编程方面,SWE-bench Verified拿到77.8%。这个测试简单说就是给AI一个真实的开源项目,告诉它有个bug,让它自己在几十万行代码里找到问题、修复、提交。不是写个小函数,而是要理解整个项目的架构。另外GLM-5是开源的,MIT协议,兼容Claude Code和OpenClaw。

再说MiniMax M2.5。M2.5的编程能力直接拿到了当前最高分,SWE-bench Verified 80.2%。但最让我印象深刻的不是分数,是两件事。

第一,它学会了像架构师一样思考。写代码之前,它会先拆解需求、设计结构、规划模块,想清楚了才动手。这个能力不是人为设定的,是训练过程中自然涌现出来的。你让它做一个完整项目,它不会上来就瞎写。

第二,成本低到离谱。100 token每秒的速度连续跑一个小时,只要1美元。价格大概是Claude Opus的十分之一到二十分之一。

MiniMax自己也在吃自己的狗粮。他们公司内部30%的日常任务已经由M2.5自主完成,新提交的代码里80%是M2.5写的。一个AI公司自己都在大规模用自己的模型干活,这本身就说明了Agentic能力的实用价值。

最后说DeepSeek。DeepSeek这次比较低调,没有正式发布会,直接在官网悄悄更新了。根据各方面信息汇总,这并不是传说中的V4,大概率是一个轻量版本,可能叫V4 Lite,参数量大概200B左右。

它最大的变化是上下文窗口从12.8万直接拉到了100万,行业内的说法叫1M上下文,这个数字提升将近10倍。这是什么概念?大概能装下完整的三体三部曲。你可能会问,上下文跟Agentic有什么关系?

关系太大了。你想,一个AI智能体在帮你处理一个大型项目,它需要同时记住架构文档、几十个代码文件、之前的修改历史、当前的任务目标。如果上下文窗口太小,它就像一个记忆力很差的员工,干着干着就忘了前面在做什么。所以,1M上下文,本质上就是在给Agentic能力打地基。

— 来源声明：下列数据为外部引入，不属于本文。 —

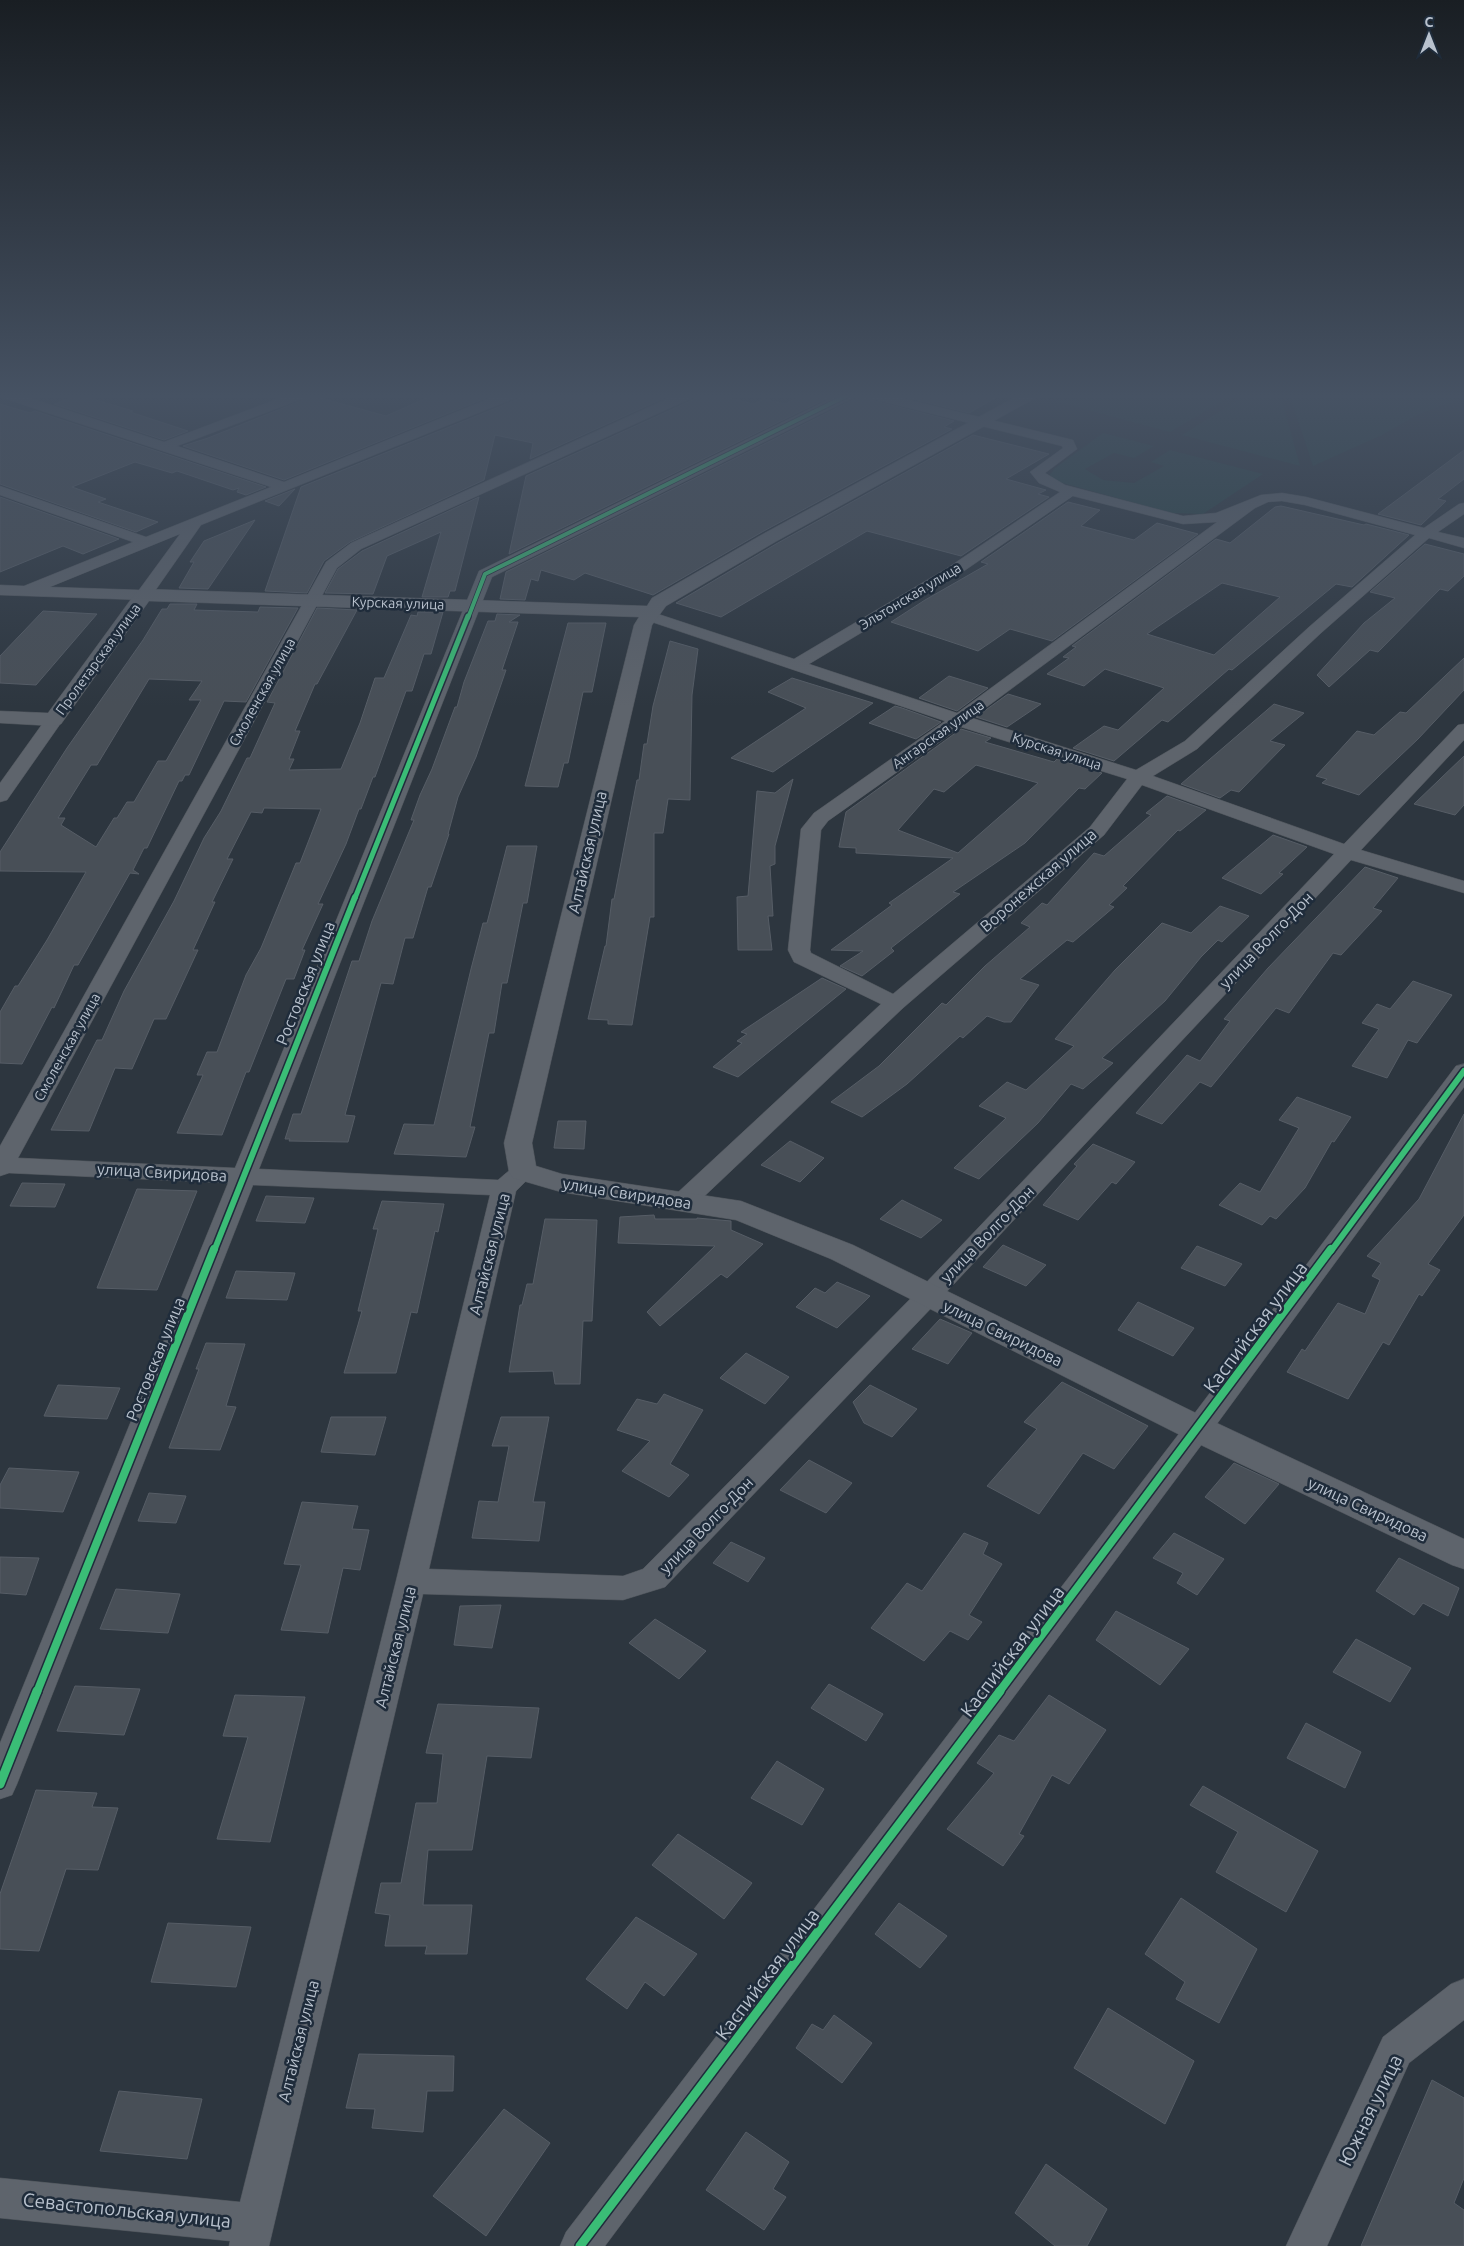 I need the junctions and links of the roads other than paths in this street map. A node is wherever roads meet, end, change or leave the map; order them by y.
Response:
1 (22, 498) edge
2 (258, 498) edge
3 (461, 498) edge
4 (637, 498) edge
5 (843, 498) edge
6 (1061, 498) edge
7 (1097, 498) edge
8 (1277, 498) edge
9 (1287, 498) edge
10 (1253, 502) junction
11 (1464, 507) edge
12 (196, 522) junction
13 (1426, 533) junction
14 (146, 542) junction
15 (1464, 543) edge
16 (0, 590) edge
17 (26, 591) junction
18 (144, 595) junction
19 (313, 600) junction
20 (471, 606) junction
21 (651, 614) junction
22 (796, 665) junction
23 (0, 717) edge
24 (54, 720) junction
25 (959, 720) junction
26 (1464, 729) edge
27 (1138, 777) junction
28 (0, 796) edge
29 (1349, 853) junction
30 (1464, 887) edge
31 (895, 1003) junction
32 (1464, 1071) edge
33 (1, 1166) edge
34 (243, 1176) junction
35 (513, 1180) junction
36 (684, 1201) junction
37 (929, 1295) junction
38 (1198, 1429) junction
39 (1464, 1555) edge
40 (411, 1581) junction
41 (0, 1784) edge
42 (1464, 1997) edge
43 (0, 2198) edge
44 (252, 2235) edge
45 (580, 2246) edge
46 (1306, 2246) edge

1 - 14 street
2 - 12 street
3 - 19 street, Смоленская улица
4 - 20 street, Ростовская улица
5 - 21 street, Алтайская улица
6 - 22 street, Эльтонская улица
7 - 10 street
8 - 10 street
9 - 13 street
10 - 25 street, Ангарская улица
11 - 13 street, Воронежская улица
12 - 14 street
12 - 18 street, Пролетарская улица
13 - 15 street
13 - 27 street, Воронежская улица
14 - 17 street
16 - 17 street
17 - 18 street
18 - 19 street, Курская улица
18 - 24 street, Пролетарская улица
19 - 20 street, Курская улица
19 - 33 street, Смоленская улица
20 - 21 street, Курская улица
20 - 34 street, Ростовская улица
21 - 22 street, Курская улица
21 - 35 street, Алтайская улица
22 - 25 street, Курская улица
23 - 24 street
24 - 28 street, Пролетарская улица
25 - 27 street, Курская улица
25 - 31 street, Ангарская улица
26 - 29 street, улица Волго-Дон
27 - 29 street, Курская улица
27 - 31 street, Воронежская улица
29 - 30 street, Курская улица
29 - 37 street, улица Волго-Дон
31 - 36 street, Воронежская улица
32 - 38 street, Каспийская улица
33 - 34 street, улица Свиридова
34 - 35 street, улица Свиридова
34 - 41 street, Ростовская улица
35 - 36 street, улица Свиридова
35 - 40 street, Алтайская улица
36 - 37 street, улица Свиридова
37 - 38 street, улица Свиридова
37 - 40 street, улица Волго-Дон
38 - 39 street, улица Свиридова
38 - 45 street, Каспийская улица
40 - 44 street, Алтайская улица
42 - 46 street, Южная улица
43 - 44 street, Севастопольская улица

三个模型讲完了,你有没有注意到一件事?GLM-5的口号是:从Vibe Coding到Agentic Engineering。MiniMax M2.5的口号是:为真实世界生产力而生。DeepSeek虽然没喊口号,但1M上下文本质上也是在为Agentic铺路。

同一天,三家公司,不约而同押注同一个方向。为什么?因为Agentic能力就是生产力。而生产力才能赚钱。

你想想,一个只能聊天的AI,你愿意为它付多少钱?大多数人的答案是最好免费。事实上现在各家的聊天机器人也确实在疯狂打价格战,越来越便宜。

但一个能帮你自主完成工作的AI呢?如果它一个小时能帮你做完一份财务报告,帮你搭好一个网站,帮你处理完一整天的数据分析,你愿意付多少钱?

企业的答案是:很多钱。逻辑就是这么简单。只有Agentic能力足够强,模型才能真正帮用户干活,用户才愿意付费,公司才能活下去。

那你可能会问,Agentic能力到底靠什么来实现?答案是编程。

你回头看看刚才讲的那些评测。SWE-bench,考的是在真实项目里自主修bug,这是编程。BrowseComp,考的是自主操作浏览器搜索信息、提取内容,浏览器的自动化操作本质上也是编程。工具调用,考的是自主决定调用哪个API、传什么参数、怎么处理返回结果,这还是编程。甚至DeepSeek把上下文拉到1M,最直接的受益场景就是让Agent能在超大型代码项目里持续工作而不丢失记忆。

所以Agentic能力强不强,很大程度上就取决于编程能力强不强。编程是Agentic的底层引擎。